Once you initiate a transaction, your wallet constructs the transaction containing the to address, from address and amount (in addition to other metadata). Your keys are used to create a digital signature confirming the transaction is legitimate. Once the signed transaction is sent to the network, the nodes verify the signature and that the from address has enough funds to complete the transaction.
In the case of custodial wallets, the exchange or service provider holds on to your keys, automatically signing transactions for you whenever a request is made. Some crypto users prefer this set up as it lessens their responsibility – regaining access to a lost account is as easy as tapping “Forgot password?”. However, this also means that a custodial service has the power to make transactions without your consent, restrict access to your assets or even lose your funds in hacks, liquidation or bankruptcy (see examples like Mt. Gox and FTX). More security-minded crypto users prefer to take banking into their own hands, opting instead for a non-custodial wallet (aka self-custody). With a non-custodial option like the BitPay Wallet, you’ll be the only one with access to your private keys, and therefore, to your funds.
How should I protect my private keys?
If using a custodial wallet service, there is no surefire way to protect your keys since you do not control them. Only work with a company you feel you can trust. Do your homework, and read up on an exchange or wallet provider’s reputation and business practices before allowing an institution to custody your funds.
If you’re self-custodying, losing your private key could render your funds irretrievable. The best way to keep your private keys safe are:
- Never share your private keys with anyone (aside from trusted next of kin)
- Use a recovery phrase/seed phrase to back up private key; similarly, only share this recovery phrase with someone you wish to have access to your funds
Never take a screenshot of your private key/seed phrase, or any kind of digital photo for that matter. If you have a large amount of cryptocurrency, it’s always best to keep your private keys offline, such as with hardware wallets, which only connect to the internet to sign transactions. A far less technical but still very much offline method is to simply write your recovery phrase on a piece of paper which you then hide or keep under lock and key. Just make sure nobody else can find it, except any designated next-of-kin who may be unable to access the funds without it if something unexpected happens to you.
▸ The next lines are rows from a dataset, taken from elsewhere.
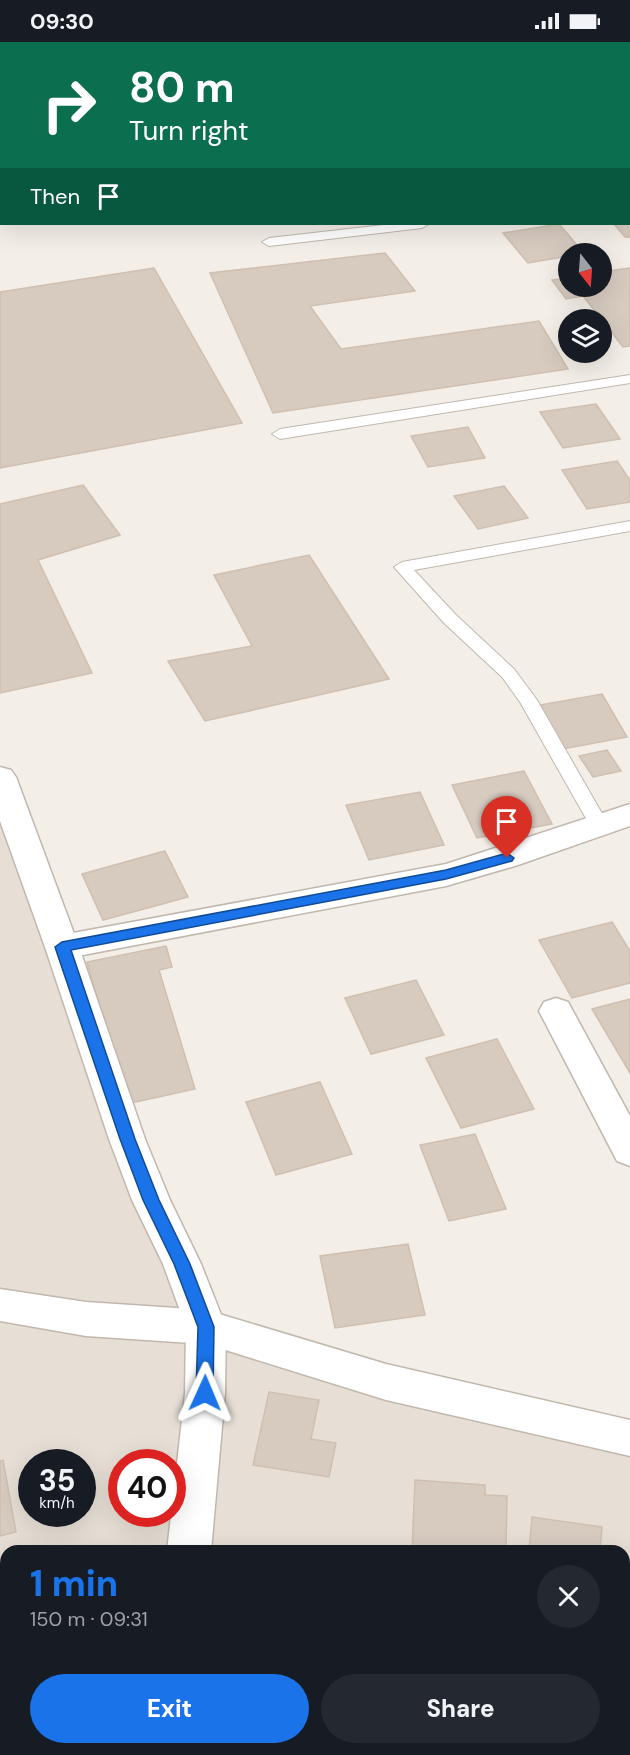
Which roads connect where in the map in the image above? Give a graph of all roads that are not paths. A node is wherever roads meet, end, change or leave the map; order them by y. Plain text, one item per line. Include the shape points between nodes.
1 (414, 225) edge
2 (269, 242) dead end
3 (630, 379) edge
4 (280, 434) dead end
5 (630, 526) edge
6 (0, 777) edge
7 (630, 815) edge
8 (599, 824) junction
9 (62, 947) junction
10 (556, 1011) dead end
11 (630, 1151) edge
12 (0, 1305) edge
13 (206, 1327) junction
14 (630, 1438) edge
15 (190, 1545) edge

1 - 2 lane
3 - 4 lane
5 - 8 lane via 402,567 508,673 528,700
6 - 9 street
7 - 8 street
8 - 9 street via 507,858 446,874
9 - 13 street via 127,1139
10 - 11 street
12 - 13 street via 86,1319
13 - 14 street via 386,1382
13 - 15 street via 205,1393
Where can I find the keys to my wallet?
Self-custody wallet apps will have an option to view your keys somewhere within the wallet settings menu. If you are using a custody service like Binance, Coinbase or Kraken, you will likely not have access to your private keys.
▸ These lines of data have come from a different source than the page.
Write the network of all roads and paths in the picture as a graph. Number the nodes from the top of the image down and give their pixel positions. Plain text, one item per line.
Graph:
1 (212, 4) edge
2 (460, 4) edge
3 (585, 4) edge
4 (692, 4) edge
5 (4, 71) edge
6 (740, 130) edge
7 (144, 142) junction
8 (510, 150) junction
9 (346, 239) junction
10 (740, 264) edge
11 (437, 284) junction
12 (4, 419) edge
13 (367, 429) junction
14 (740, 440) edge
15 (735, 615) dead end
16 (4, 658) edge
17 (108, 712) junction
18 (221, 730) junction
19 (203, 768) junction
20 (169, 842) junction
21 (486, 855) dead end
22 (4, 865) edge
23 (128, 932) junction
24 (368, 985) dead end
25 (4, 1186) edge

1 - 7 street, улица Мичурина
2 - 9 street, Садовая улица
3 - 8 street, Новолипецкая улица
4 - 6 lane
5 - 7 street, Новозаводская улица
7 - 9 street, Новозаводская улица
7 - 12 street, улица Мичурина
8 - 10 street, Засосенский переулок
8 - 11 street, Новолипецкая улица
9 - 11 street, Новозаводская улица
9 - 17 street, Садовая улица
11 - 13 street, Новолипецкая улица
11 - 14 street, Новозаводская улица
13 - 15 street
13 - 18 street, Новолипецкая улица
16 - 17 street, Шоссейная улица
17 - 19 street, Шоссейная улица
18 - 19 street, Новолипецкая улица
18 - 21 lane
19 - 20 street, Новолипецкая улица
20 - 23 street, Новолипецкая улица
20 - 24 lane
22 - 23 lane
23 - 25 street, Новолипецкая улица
To view your public key in the BitPay Wallet:
- Tap the Settings icon
- Under Wallets & Keys select the wallet for which you want to access the public key
- Under Advanced tap Information
- Your public key can be found under Extended Public Keys
To view your private key in the BitPay Wallet
- Tap the Settings icon
- Under Wallets & Keys select the wallet for which you want to access the private key
- Under Advanced tap Extended Private Key
- Select Copy to Clipboard
- You can now paste your private key to any other application
What’s the difference between my private key and seed phrase?
Private keys and seed phrases have some things in common. For instance, both must be protected with extreme caution, as anyone who gets their hands on either will be able to copy a wallet or empty it of funds. But that’s largely where the similarities end. Private keys are used for executing crypto transactions, whereas seed phrases are more of a failsafe. Whenever a wallet generates a private key, it also creates a seed phrase, a unique string usually of 12 or 24 words that can be used to recover a crypto wallet. If you lose your private key, your hardware wallet is lost or damaged or you lose access to your wallet for any other reason, a seed phrase might be the only hope you have of retrieving your funds.